The fights attracted the who’s who of Melbourne society of the time, as the newspaper noted: “The audience included the elite of Melbourne society in the way of squatters, merchants, barristers, doctors and literary men”. 

The legendary boxer and publican died in 1910. The Chronicle newspaper of Adelaide carried a report of Abe’s death. “Ebenezer (Abe) Hicken, at one time a most popular and one of the cleverest and gamest pugilists who ever entered a ring in Australia, died on Monday in the Melbourne Hospital at the age of 69. Hicken was an Englishman and in the days of bare-knuckle fighting, though only a lightweight, one of the most formidable men in ‘the game’. Most of his battles were fought against great odds in height and weight and few he lost.” 

From 1909 the hotel, under the ownership of Mrs Lizzie Marks, was known as King’s Hotel, named for The King’s Theatre nearby. It was known as The Kings Hotel until the 1970s. 

The new owners were the Markillie family – “one of Melbourne’s best-known hotel-owning groups” a report said – who bought the King’s Hotel, paying 70,000 pounds in a private sale. 

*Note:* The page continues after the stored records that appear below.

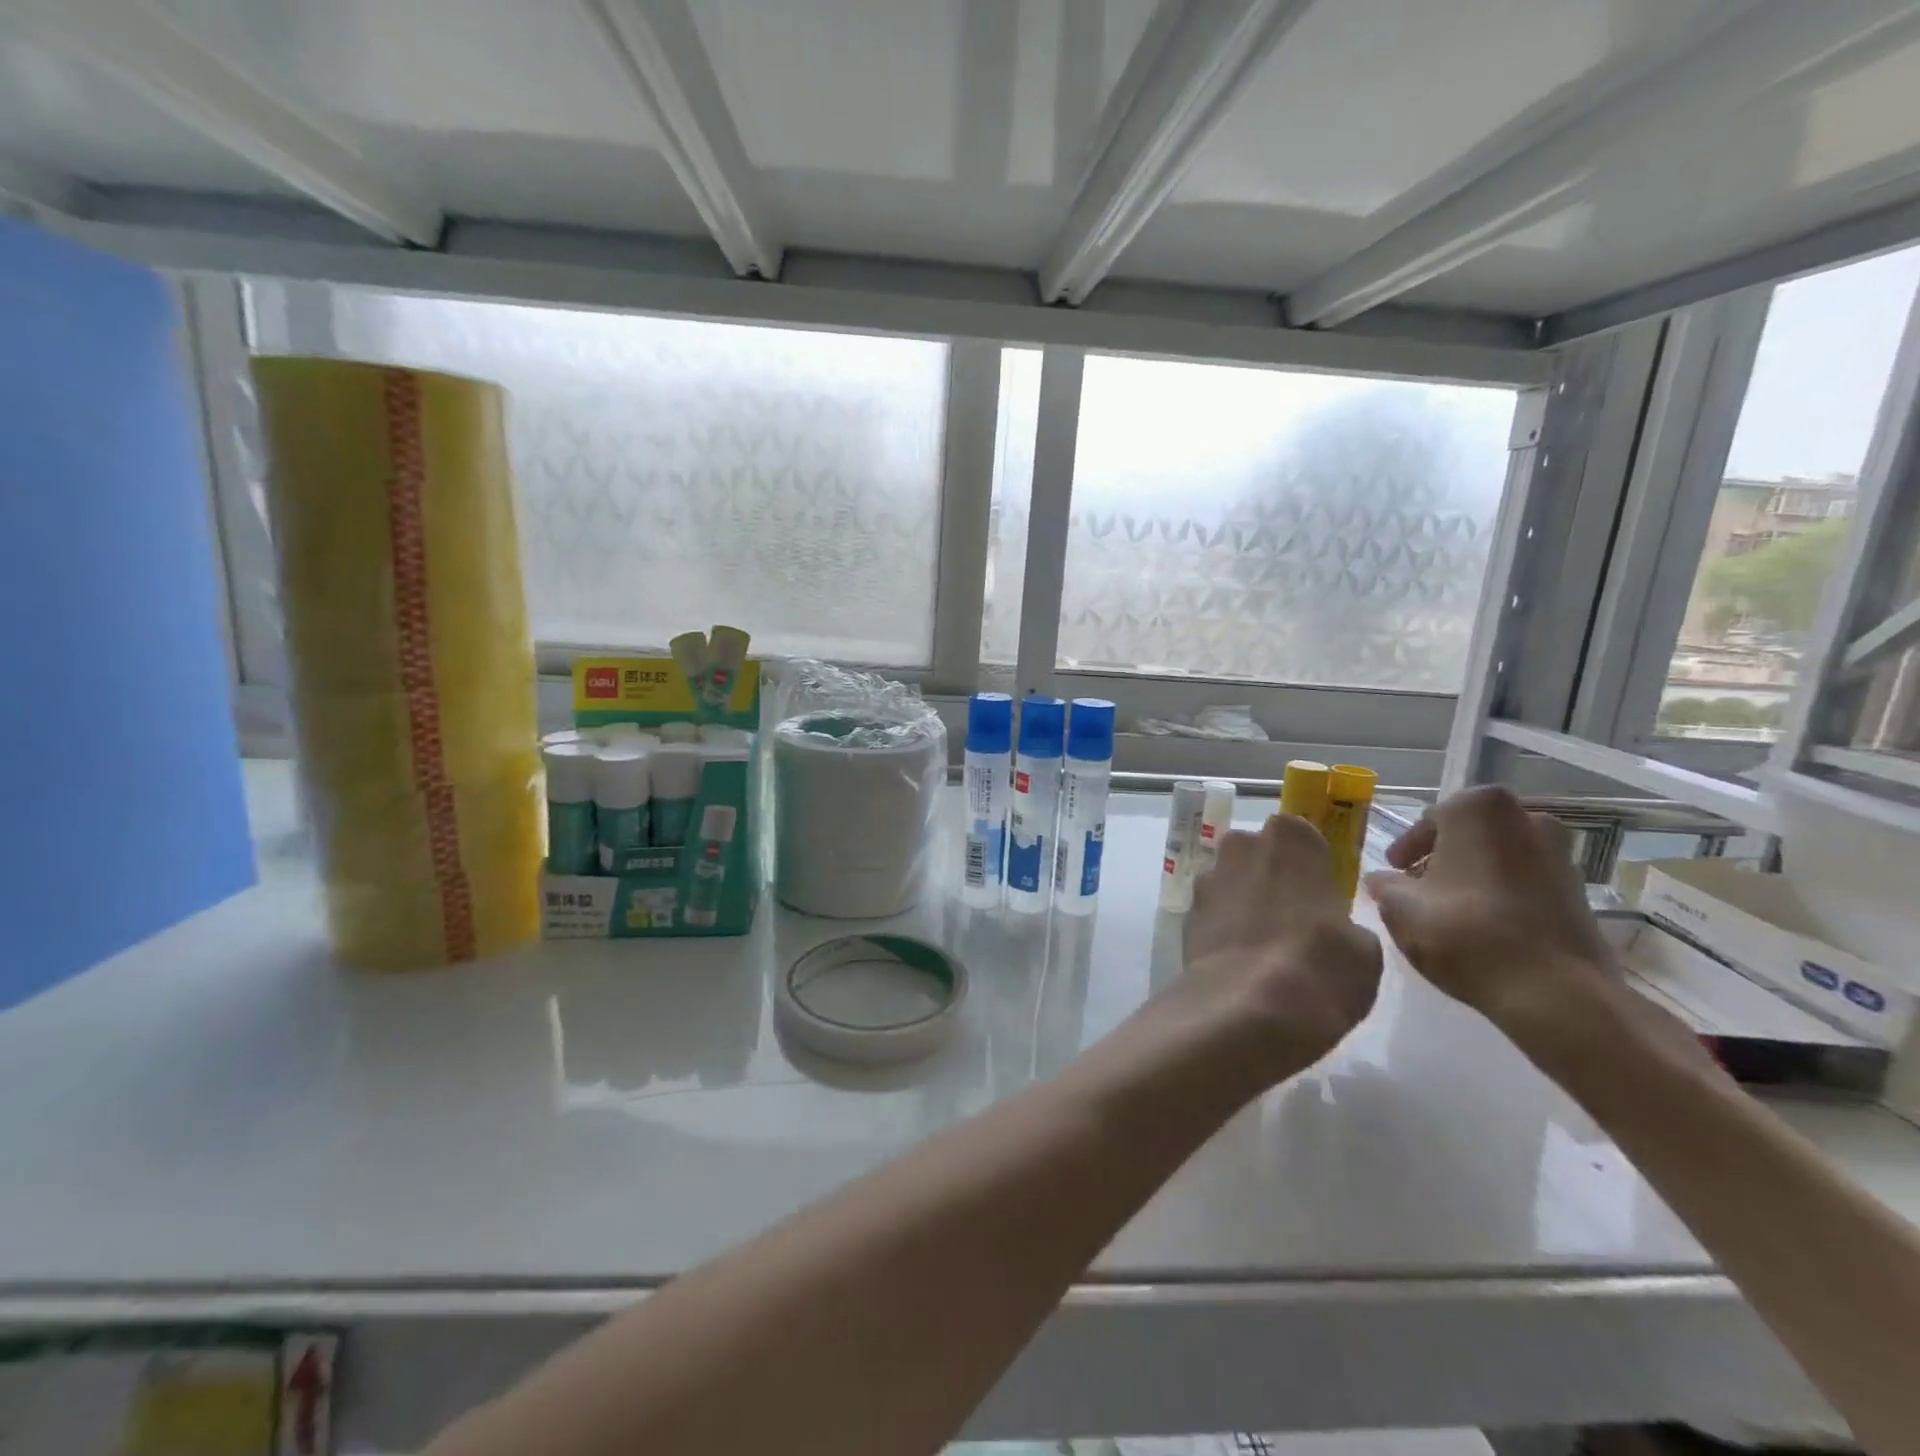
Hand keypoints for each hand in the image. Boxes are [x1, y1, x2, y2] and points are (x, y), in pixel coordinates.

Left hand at [1177, 814, 1383, 1073]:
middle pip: (1258, 855)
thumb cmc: (1320, 966)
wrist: (1246, 1007)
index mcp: (1290, 839)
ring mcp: (1208, 880)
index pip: (1300, 835)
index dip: (1308, 865)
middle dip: (1271, 879)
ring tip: (1265, 950)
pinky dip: (1224, 932)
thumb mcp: (1363, 948)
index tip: (1319, 894)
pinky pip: (1213, 916)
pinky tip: (1240, 965)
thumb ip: (1344, 923)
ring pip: (1231, 884)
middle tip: (1293, 922)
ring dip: (1244, 905)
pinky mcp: (1186, 916)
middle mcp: (1241, 847)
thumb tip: (1331, 929)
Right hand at [1362, 785, 1612, 1032]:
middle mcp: (1526, 818)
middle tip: (1418, 887)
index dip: (1407, 848)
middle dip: (1443, 857)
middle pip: (1469, 834)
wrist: (1556, 993)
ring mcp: (1561, 854)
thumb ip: (1384, 885)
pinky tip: (1485, 925)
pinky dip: (1502, 894)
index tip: (1394, 871)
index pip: (1430, 820)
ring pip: (1500, 856)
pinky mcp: (1580, 891)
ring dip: (1473, 875)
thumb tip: (1381, 879)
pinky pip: (1526, 881)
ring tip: (1450, 910)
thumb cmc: (1466, 934)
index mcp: (1479, 809)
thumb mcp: (1400, 908)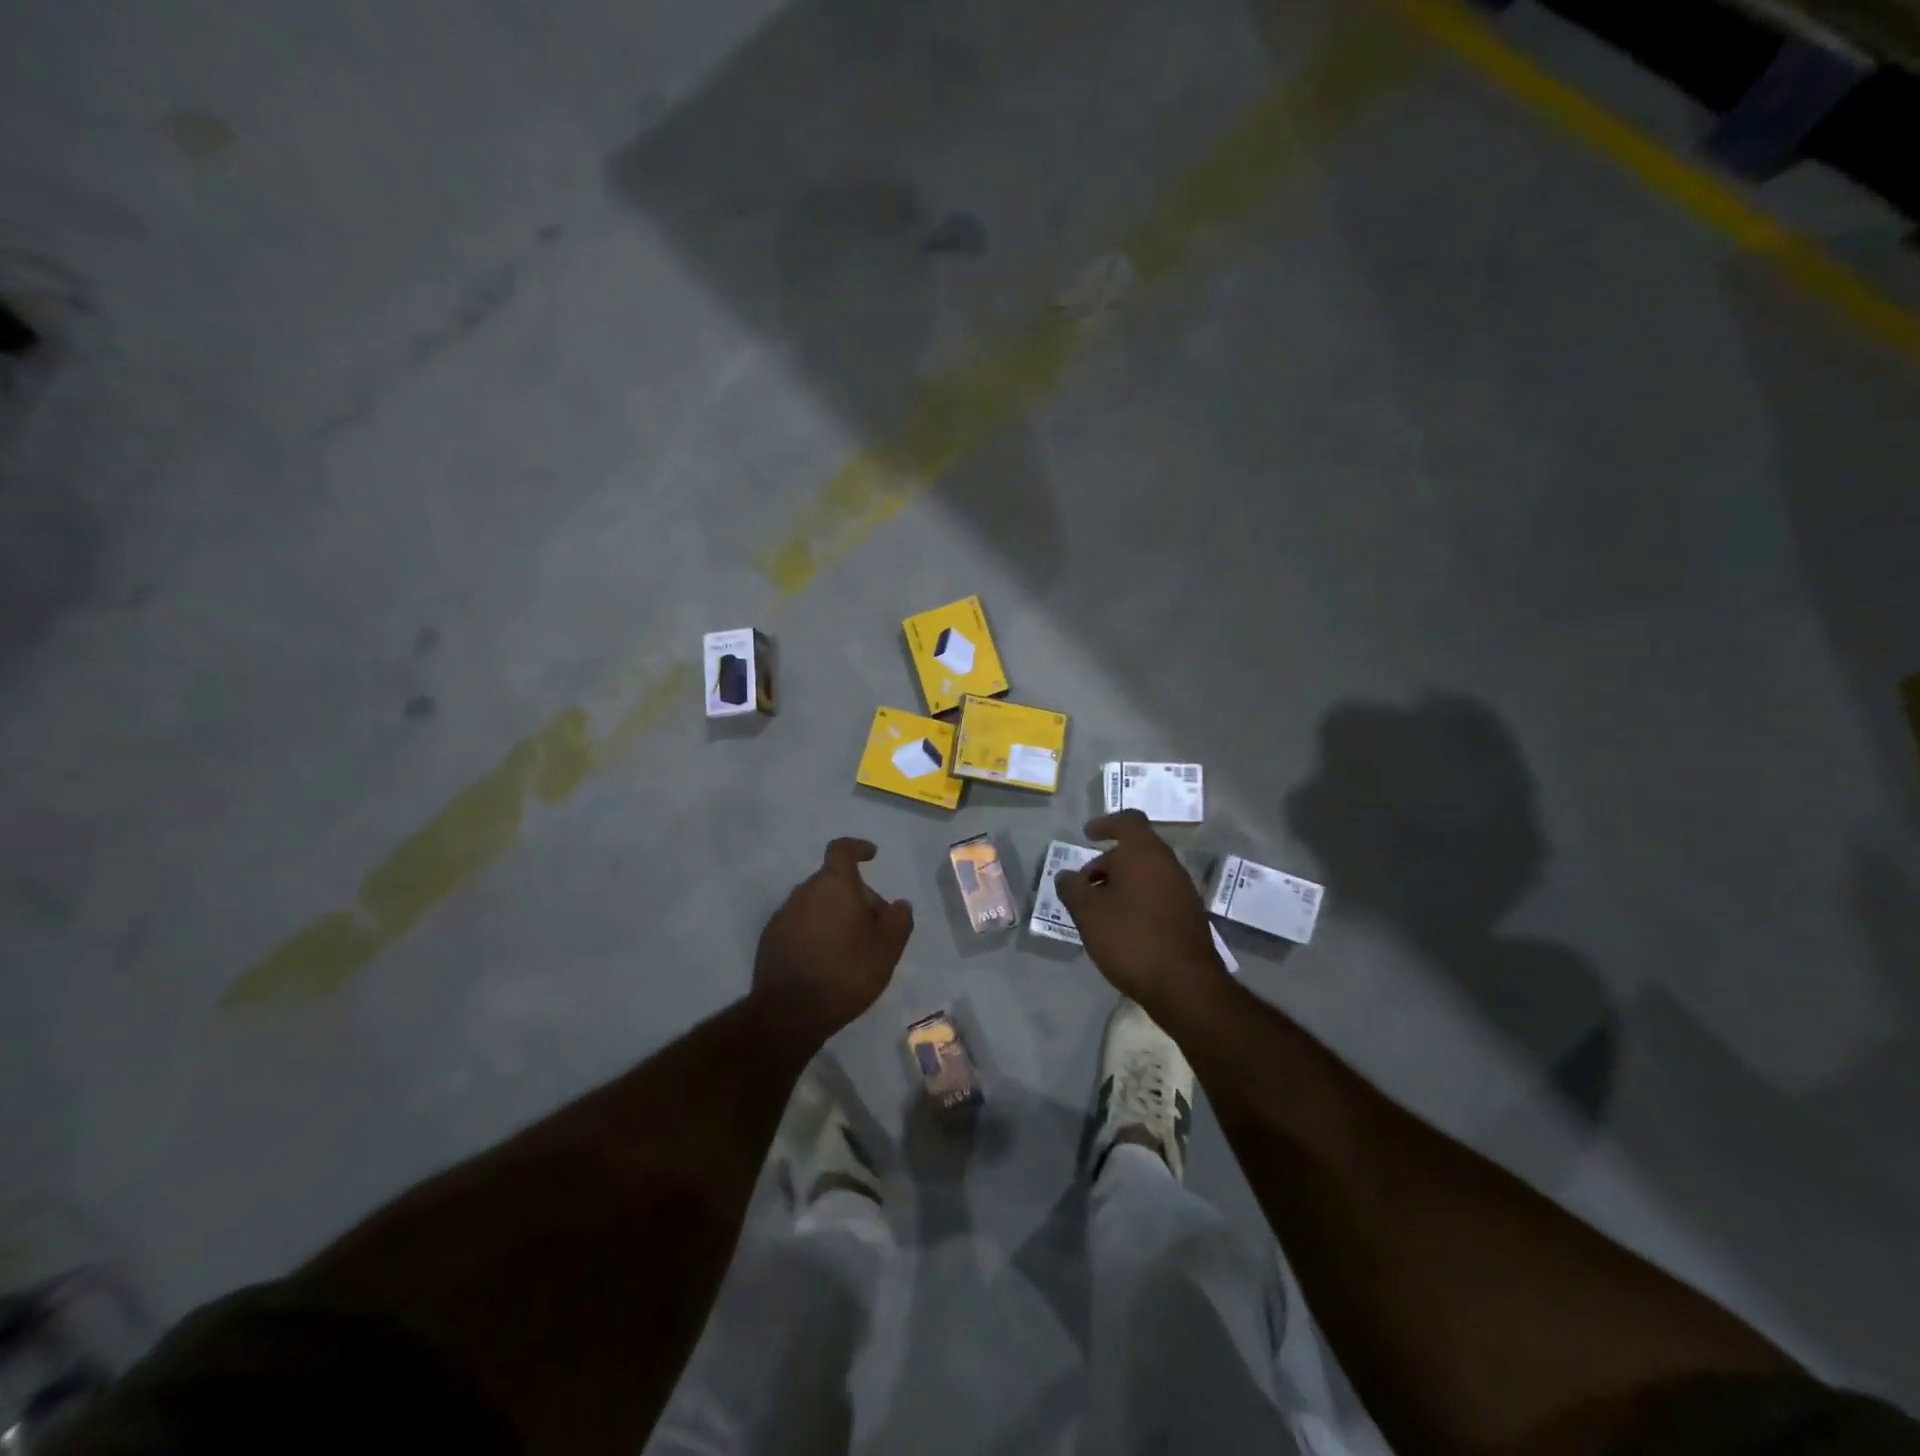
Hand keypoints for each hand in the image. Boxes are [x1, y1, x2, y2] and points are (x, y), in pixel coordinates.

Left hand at [754, 838, 913, 1040]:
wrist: (789, 1013)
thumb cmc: (846, 972)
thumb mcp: (887, 950)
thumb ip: (898, 921)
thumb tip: (899, 904)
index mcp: (834, 885)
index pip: (842, 849)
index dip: (857, 848)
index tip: (871, 856)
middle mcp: (804, 891)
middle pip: (833, 881)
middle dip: (855, 895)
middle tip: (874, 925)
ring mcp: (783, 915)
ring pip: (816, 903)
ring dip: (834, 914)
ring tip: (851, 946)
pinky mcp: (770, 938)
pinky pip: (799, 923)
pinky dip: (815, 931)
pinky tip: (825, 959)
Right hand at [1055, 811, 1221, 1010]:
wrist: (1186, 985)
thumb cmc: (1131, 938)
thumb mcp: (1088, 913)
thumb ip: (1072, 889)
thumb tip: (1067, 876)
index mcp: (1145, 853)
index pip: (1128, 821)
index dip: (1106, 823)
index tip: (1088, 835)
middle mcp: (1169, 865)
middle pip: (1136, 850)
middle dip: (1107, 863)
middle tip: (1084, 886)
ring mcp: (1184, 891)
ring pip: (1147, 875)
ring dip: (1121, 884)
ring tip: (1099, 911)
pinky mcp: (1190, 917)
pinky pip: (1158, 895)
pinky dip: (1137, 901)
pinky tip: (1122, 928)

Reclaiming its name in later years, the Portland Hotel’s later incarnations included hosting the Santa Fe strip club. But it became better known for being the home to the famous James Squire Brewhouse, the only working microbrewery in Melbourne’s CBD.  

Today, nodding back to it’s extraordinary history it stands once again as Hickens Hotel, a modern interpretation and a celebration of sporting culture.